**RECORDS FOR THE EXERCISE**

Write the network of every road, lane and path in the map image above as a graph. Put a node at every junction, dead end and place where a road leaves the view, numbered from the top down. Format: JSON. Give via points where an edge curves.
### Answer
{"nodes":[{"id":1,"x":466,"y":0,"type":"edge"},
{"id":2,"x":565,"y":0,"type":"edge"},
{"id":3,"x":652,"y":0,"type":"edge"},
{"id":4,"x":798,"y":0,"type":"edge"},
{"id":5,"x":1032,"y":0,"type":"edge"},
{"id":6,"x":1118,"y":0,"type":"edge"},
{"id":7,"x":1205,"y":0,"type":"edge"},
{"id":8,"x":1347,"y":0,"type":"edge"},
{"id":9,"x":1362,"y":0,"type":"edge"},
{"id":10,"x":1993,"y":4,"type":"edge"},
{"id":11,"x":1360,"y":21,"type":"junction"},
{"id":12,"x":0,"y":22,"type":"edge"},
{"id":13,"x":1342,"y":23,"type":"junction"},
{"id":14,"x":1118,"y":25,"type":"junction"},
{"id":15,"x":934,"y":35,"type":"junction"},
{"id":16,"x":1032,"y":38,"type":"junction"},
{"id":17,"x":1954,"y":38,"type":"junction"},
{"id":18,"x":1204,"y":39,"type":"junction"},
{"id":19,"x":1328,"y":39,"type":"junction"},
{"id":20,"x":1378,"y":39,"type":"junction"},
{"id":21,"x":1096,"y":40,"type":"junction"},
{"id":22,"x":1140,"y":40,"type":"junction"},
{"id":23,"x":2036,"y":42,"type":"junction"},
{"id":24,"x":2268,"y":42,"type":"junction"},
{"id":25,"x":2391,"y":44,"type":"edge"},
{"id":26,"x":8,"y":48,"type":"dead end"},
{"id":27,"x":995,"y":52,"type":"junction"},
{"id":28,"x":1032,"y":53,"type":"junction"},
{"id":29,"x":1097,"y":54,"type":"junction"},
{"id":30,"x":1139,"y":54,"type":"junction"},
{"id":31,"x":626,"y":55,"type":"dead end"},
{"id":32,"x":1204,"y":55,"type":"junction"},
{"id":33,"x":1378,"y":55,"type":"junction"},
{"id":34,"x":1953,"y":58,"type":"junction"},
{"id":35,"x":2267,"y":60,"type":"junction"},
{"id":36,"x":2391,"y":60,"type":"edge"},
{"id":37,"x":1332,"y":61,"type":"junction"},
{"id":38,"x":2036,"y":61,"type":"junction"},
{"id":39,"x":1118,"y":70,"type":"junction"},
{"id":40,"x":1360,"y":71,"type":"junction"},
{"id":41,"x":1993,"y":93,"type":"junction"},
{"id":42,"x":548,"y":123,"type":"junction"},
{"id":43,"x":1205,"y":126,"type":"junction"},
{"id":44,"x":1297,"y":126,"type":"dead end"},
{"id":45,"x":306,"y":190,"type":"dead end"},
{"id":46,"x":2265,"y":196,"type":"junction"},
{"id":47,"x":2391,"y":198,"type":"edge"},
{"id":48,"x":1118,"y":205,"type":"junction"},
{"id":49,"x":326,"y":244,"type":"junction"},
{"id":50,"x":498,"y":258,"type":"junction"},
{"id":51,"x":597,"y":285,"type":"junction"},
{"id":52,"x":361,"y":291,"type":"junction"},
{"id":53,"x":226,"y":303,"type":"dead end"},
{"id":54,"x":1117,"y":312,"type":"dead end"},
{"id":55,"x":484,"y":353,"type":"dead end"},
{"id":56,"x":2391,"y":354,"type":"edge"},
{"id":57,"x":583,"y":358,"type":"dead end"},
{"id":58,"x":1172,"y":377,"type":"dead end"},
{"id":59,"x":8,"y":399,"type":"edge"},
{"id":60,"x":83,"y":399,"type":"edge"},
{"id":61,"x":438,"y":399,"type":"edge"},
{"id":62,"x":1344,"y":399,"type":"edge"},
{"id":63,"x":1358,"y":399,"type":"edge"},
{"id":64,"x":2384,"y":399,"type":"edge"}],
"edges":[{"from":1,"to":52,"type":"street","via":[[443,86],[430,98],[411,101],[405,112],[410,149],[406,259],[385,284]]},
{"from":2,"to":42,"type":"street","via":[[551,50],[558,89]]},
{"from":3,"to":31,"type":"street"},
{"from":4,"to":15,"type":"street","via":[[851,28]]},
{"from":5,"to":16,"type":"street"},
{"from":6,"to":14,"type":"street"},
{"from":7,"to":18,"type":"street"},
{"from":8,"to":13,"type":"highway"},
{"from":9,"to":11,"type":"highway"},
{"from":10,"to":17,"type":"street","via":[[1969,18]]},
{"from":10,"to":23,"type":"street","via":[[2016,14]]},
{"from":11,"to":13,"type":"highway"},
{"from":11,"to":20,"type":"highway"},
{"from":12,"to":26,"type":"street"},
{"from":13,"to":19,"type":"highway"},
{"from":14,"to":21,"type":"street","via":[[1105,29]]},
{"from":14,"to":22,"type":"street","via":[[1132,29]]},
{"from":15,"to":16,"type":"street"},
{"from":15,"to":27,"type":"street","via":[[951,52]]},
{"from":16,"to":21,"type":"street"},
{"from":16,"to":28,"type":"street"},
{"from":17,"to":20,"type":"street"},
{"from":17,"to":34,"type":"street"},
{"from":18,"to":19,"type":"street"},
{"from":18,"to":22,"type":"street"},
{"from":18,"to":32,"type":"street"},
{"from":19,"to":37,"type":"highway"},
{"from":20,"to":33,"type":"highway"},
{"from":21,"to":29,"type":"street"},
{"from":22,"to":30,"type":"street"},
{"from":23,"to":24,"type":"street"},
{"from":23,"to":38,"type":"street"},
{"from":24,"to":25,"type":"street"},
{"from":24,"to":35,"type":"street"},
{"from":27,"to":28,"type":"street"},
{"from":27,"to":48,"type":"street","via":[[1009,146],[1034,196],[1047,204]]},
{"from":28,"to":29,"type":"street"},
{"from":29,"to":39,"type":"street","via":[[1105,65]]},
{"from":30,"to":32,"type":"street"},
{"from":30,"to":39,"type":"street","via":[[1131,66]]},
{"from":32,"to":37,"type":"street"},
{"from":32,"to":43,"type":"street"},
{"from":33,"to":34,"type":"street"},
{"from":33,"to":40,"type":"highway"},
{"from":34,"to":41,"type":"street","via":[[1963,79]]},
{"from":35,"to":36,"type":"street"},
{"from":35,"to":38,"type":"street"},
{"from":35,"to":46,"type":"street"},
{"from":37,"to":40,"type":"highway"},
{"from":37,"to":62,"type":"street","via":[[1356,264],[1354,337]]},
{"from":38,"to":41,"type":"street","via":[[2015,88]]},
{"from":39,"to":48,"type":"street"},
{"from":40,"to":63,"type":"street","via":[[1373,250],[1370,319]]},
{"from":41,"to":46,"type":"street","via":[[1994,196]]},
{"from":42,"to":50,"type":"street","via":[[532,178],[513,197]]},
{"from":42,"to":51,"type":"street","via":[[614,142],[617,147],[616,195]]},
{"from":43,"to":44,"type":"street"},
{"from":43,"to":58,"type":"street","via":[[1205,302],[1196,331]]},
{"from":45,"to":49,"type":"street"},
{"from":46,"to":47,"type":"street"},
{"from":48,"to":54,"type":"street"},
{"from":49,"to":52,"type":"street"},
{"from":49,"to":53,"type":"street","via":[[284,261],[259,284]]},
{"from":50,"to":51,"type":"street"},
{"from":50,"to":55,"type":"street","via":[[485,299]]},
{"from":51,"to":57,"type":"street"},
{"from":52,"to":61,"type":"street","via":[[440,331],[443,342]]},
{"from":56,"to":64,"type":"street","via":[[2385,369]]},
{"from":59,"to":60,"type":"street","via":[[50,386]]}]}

**TASK**
Using the listing above, print every entry verbatim.

**RESPONSE TO THE TASK**
Write the network of every road, lane and path in the map image above as a graph. Put a node at every junction, dead end and place where a road leaves the view, numbered from the top down. Format: JSON. Give via points where an edge curves.
### Answer
{"nodes":[{"id":1,"x":466,"y":0,"type":"edge"},
{"id":2,"x":565,"y":0,"type":"edge"},
{"id":3,"x":652,"y":0,"type":"edge"},
{"id":4,"x":798,"y":0,"type":"edge"},
{"id":5,"x":1032,"y":0,"type":"edge"},
{"id":6,"x":1118,"y":0,"type":"edge"},
{"id":7,"x":1205,"y":0,"type":"edge"},
{"id":8,"x":1347,"y":0,"type":"edge"},
{"id":9,"x":1362,"y":0,"type":"edge"},
{"id":10,"x":1993,"y":4,"type":"edge"},
{"id":11,"x":1360,"y":21,"type":"junction"},
{"id":12,"x":0,"y":22,"type":"edge"},
{"id":13,"x":1342,"y":23,"type":"junction"},
{"id":14,"x":1118,"y":25,"type":"junction"},
{"id":15,"x":934,"y":35,"type":"junction"},
{"id":16,"x":1032,"y":38,"type":"junction"},
{"id":17,"x":1954,"y":38,"type":"junction"},
{"id":18,"x":1204,"y":39,"type":"junction"},
{"id":19,"x":1328,"y":39,"type":"junction"},
{"id":20,"x":1378,"y":39,"type":"junction"},
{"id":21,"x":1096,"y":40,"type":"junction"},
{"id":22,"x":1140,"y":40,"type":"junction"},
{"id":23,"x":2036,"y":42,"type":"junction"},
{"id":24,"x":2268,"y":42,"type":"junction"},
{"id":25,"x":2391,"y":44,"type":"edge"},
{"id":26,"x":8,"y":48,"type":"dead end"},
{"id":27,"x":995,"y":52,"type":"junction"},
{"id":28,"x":1032,"y":53,"type":"junction"},
{"id":29,"x":1097,"y":54,"type":"junction"},
{"id":30,"x":1139,"y":54,"type":"junction"},
{"id":31,"x":626,"y":55,"type":"dead end"},
{"id":32,"x":1204,"y":55,"type":"junction"},
{"id":33,"x":1378,"y":55,"type":"junction"},
{"id":34,"x":1953,"y":58,"type":"junction"},
{"id":35,"x":2267,"y":60,"type":"junction"},
{"id":36,"x":2391,"y":60,"type":"edge"},
{"id":37,"x":1332,"y":61,"type":"junction"},
{"id":38,"x":2036,"y":61,"type":"junction"},
{"id":39,"x":1118,"y":70,"type":"junction"},
{"id":40,"x":1360,"y":71,"type":"junction"},
{"id":41,"x":1993,"y":93,"type":"junction"},
{"id":42,"x":548,"y":123,"type":"junction"},
{"id":43,"x":1205,"y":126,"type":"junction"},
{"id":44,"x":1297,"y":126,"type":"dead end"},
{"id":45,"x":306,"y":190,"type":"dead end"},
{"id":46,"x":2265,"y":196,"type":"junction"},
{"id":47,"x":2391,"y":198,"type":"edge"},
{"id":48,"x":1118,"y":205,"type":"junction"},
{"id":49,"x":326,"y":244,"type":"junction"},
{"id":50,"x":498,"y":258,"type":"junction"},
{"id":51,"x":597,"y":285,"type":"junction"},
{"id":52,"x":361,"y":291,"type":"junction"},
{"id":53,"x":226,"y":303,"type":"dead end"},
{"id":54,"x":1117,"y":312,"type":"dead end"},
{"id":55,"x":484,"y":353,"type":"dead end"},
{"id":56,"x":2391,"y":354,"type":"edge"},
{"id":57,"x":583,"y":358,"type":"dead end"},
{"id":58,"x":1172,"y":377,"type":"dead end"},
{"id":59,"x":8,"y":399,"type":"edge"},
{"id":60,"x":83,"y":399,"type":"edge"},
{"id":61,"x":438,"y":399,"type":"edge"},
{"id":62,"x":1344,"y":399,"type":"edge"},
{"id":63,"x":1358,"y":399,"type":"edge"},
{"id":64,"x":2384,"y":399,"type":"edge"}],
"edges":[{"from":1,"to":52,"type":"street","via":[[443,86],[430,98],[411,101],[405,112],[410,149],[406,259],[385,284]]},
{"from":2,"to":42,"type":"street","via":[[551,50],[558,89]]},
{"from":3,"to":31,"type":"street"},
{"from":4,"to":15,"type":"street","via":[[851,28]]},
{"from":5,"to":16,"type":"street"},
{"from":6,"to":14,"type":"street"},
{"from":7,"to":18,"type":"street"},
{"from":8,"to":13,"type":"highway"},
{"from":9,"to":11,"type":"highway"},
{"from":10,"to":17,"type":"street","via":[[1969,18]]},
{"from":10,"to":23,"type":"street","via":[[2016,14]]},
{"from":11,"to":13,"type":"highway"},
{"from":11,"to":20,"type":"highway"},
{"from":12,"to":26,"type":"street"},
{"from":13,"to":19,"type":"highway"},
{"from":14,"to":21,"type":"street","via":[[1105,29]]},
{"from":14,"to":22,"type":"street","via":[[1132,29]]},
{"from":15,"to":16,"type":"street"},
{"from":15,"to":27,"type":"street","via":[[951,52]]},
{"from":16,"to":21,"type":"street"},
{"from":16,"to":28,"type":"street"},
{"from":17,"to":20,"type":"street"},
{"from":17,"to":34,"type":"street"},
{"from":18,"to":19,"type":"street"},
{"from":18,"to":22,"type":"street"},
{"from":18,"to":32,"type":"street"},
{"from":19,"to":37,"type":"highway"},
{"from":20,"to":33,"type":"highway"},
{"from":21,"to":29,"type":"street"},
{"from":22,"to":30,"type":"street"},
{"from":23,"to":24,"type":"street"},
{"from":23,"to":38,"type":"street"},
{"from":24,"to":25,"type":"street"},
{"from":24,"to":35,"type":"street"},
{"from":27,"to":28,"type":"street"},
{"from":27,"to":48,"type":"street","via":[[1009,146],[1034,196],[1047,204]]},
{"from":28,"to":29,"type":"street"},
{"from":29,"to":39,"type":"street","via":[[1105,65]]},
{"from":30,"to":32,"type":"street"},
{"from":30,"to":39,"type":"street","via":[[1131,66]]},
{"from":32,"to":37,"type":"street"},
{"from":32,"to":43,"type":"street"},
{"from":33,"to":34,"type":"street"},
{"from":33,"to":40,"type":"highway"},
{"from":34,"to":41,"type":"street","via":[[1963,79]]},
{"from":35,"to":36,"type":"street"},
{"from":35,"to":38,"type":"street"},
{"from":35,"to":46,"type":"street"},
{"from":37,"to":40,"type":"highway"},
{"from":37,"to":62,"type":"street","via":[[1356,264],[1354,337]]},
{"from":38,"to":41,"type":"street","via":[[2015,88]]},
{"from":39,"to":48,"type":"street"},
{"from":40,"to":63,"type":"street","via":[[1373,250],[1370,319]]},
{"from":41,"to":46,"type":"street","via":[[1994,196]]},
{"from":42,"to":50,"type":"street","via":[[532,178],[513,197]]},
{"from":42,"to":51,"type":"street","via":[[614,142],[617,147],[616,195]]},
{"from":43,"to":44,"type":"street"},
{"from":43,"to":58,"type":"street","via":[[1205,302],[1196,331]]},
{"from":45,"to":49,"type":"street"},
{"from":46,"to":47,"type":"street"},
{"from":48,"to":54,"type":"street"},
{"from":49,"to":52,"type":"street"},
{"from":49,"to":53,"type":"street","via":[[284,261],[259,284]]},
{"from":50,"to":51,"type":"street"},
{"from":50,"to":55,"type":"street","via":[[485,299]]},
{"from":51,"to":57,"type":"street"},
{"from":52,"to":61,"type":"street","via":[[440,331],[443,342]]},
{"from":56,"to":64,"type":"street","via":[[2385,369]]},
{"from":59,"to":60,"type":"street","via":[[50,386]]}]}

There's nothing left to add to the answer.